LRRK2 protein is expressed prominently in immune cells, cell types whose contribution to LRRK2-associated genetic Parkinson's disease (PD) is increasingly being recognised. We investigated the effect of inflammatory stimuli using RAW264.7 murine macrophage cells as model systems. A detailed time course of TLR2 and TLR4 stimulation was investigated through measuring LRRK2 phosphorylation at its specific phospho-sites, and Rab8 and Rab10 phosphorylation together with cytokine release following treatment with LPS and zymosan. LRRK2 phosphorylation at Ser935, Ser955 and Ser973 was increased significantly over untreated conditions at 4-24h in both WT-LRRK2 and T1348N-LRRK2 cell lines to similar extents although levels of Ser910 phosphorylation were maintained at higher levels throughout. Importantly we demonstrate that LPS stimulation significantly decreased phospho-Rab10 but not phospho-Rab8 levels over 4-24h in both WT-LRRK2 and T1348N-LRRK2 cell lines. The dephosphorylation of Rab10 was not attributed to its specific phosphatase, PPM1H as the levels remained unaltered with LPS treatment. MAPK phosphorylation occurred prior to LRRK2 phosphorylation which was validated by blocking TLR4 and TLR2 receptors with TAK242 or Sparstolonin B respectively. A significant decrease in basal level of TNFα release was noted in both T1348N-LRRK2 and KO-LRRK2 cell lines at 48h compared to WT-LRRK2 cell line, however LPS and zymosan treatment did not cause any significant alteration in the TNFα and IL-6 release between the three cell lines. In contrast, LPS and zymosan caused significantly lower IL-10 release in T1348N-LRRK2 and KO-LRRK2 cell lines. A significant decrease in phospho-Rab10 levels was also confirmed in human IPS-derived macrophages with TLR4 activation. Our data demonstrates for the first time that LRRK2-dependent Rab10 phosphorylation is modulated by LPS stimulation, and that cytokine release may be influenced by the status of LRRK2. These data provide further insights into the function of LRRK2 in immune response, and has relevance for understanding cellular dysfunctions when developing LRRK2-based inhibitors for clinical treatment.

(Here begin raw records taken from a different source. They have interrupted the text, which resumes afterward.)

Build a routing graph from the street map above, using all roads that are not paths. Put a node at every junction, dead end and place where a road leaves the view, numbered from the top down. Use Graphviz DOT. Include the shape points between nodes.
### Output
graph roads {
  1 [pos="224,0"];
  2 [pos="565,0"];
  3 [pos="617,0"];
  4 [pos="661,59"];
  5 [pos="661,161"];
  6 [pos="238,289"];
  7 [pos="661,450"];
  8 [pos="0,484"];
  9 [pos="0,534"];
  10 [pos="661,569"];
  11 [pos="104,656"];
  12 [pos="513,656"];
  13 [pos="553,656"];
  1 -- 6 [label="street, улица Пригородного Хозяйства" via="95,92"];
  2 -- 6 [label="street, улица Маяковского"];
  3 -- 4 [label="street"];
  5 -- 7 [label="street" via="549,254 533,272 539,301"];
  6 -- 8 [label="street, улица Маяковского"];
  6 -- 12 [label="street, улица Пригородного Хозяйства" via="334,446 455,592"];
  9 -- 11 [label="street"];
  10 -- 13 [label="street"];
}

Analysis of macroautophagy related proteins in G2019S LRRK2 Parkinson's disease brains with Lewy body pathology.

LRRK2, the gene encoding the multidomain kinase Leucine-Rich Repeat Kinase 2 (LRRK2), has been linked to familial and sporadic forms of Parkinson's disease (PD), as well as cancer, leprosy and Crohn's disease, establishing it as a target for discovery therapeutics. LRRK2 has been associated with a range of cellular processes, however its physiological and pathological functions remain unclear. The most prevalent LRRK2 mutations in PD have been shown to affect macroautophagy in various cellular models while a role in autophagy signalling has been recapitulated in vivo. Dysregulation of autophagy has been implicated in PD pathology, and this raises the possibility that differential autophagic activity is relevant to disease progression in PD patients carrying LRRK2 mutations. To examine the relevance of LRRK2 to the regulation of macroautophagy in a disease setting we examined the levels of autophagic markers in the basal ganglia of G2019S LRRK2 PD post-mortem tissue, in comparison to pathology-matched idiopathic PD (iPD), using immunoblotting (IB). Significantly lower levels of p62 and LAMP1 were observed in G2019S LRRK2 PD compared to iPD cases. Similarly, an increase in ULK1 was observed in iPD but was not reflected in G2019S LRRK2 PD cases. Furthermore, examination of p62 by immunohistochemistry (IH) recapitulated a distinct signature for G2019S PD. IH of LAMP1, LC3 and ULK1 broadly correlated with the IB results. Our data from a small but pathologically well-characterized cases highlights a divergence of G2019S PD carriers in terms of autophagic response in alpha-synuclein pathology affected brain regions compared to iPD.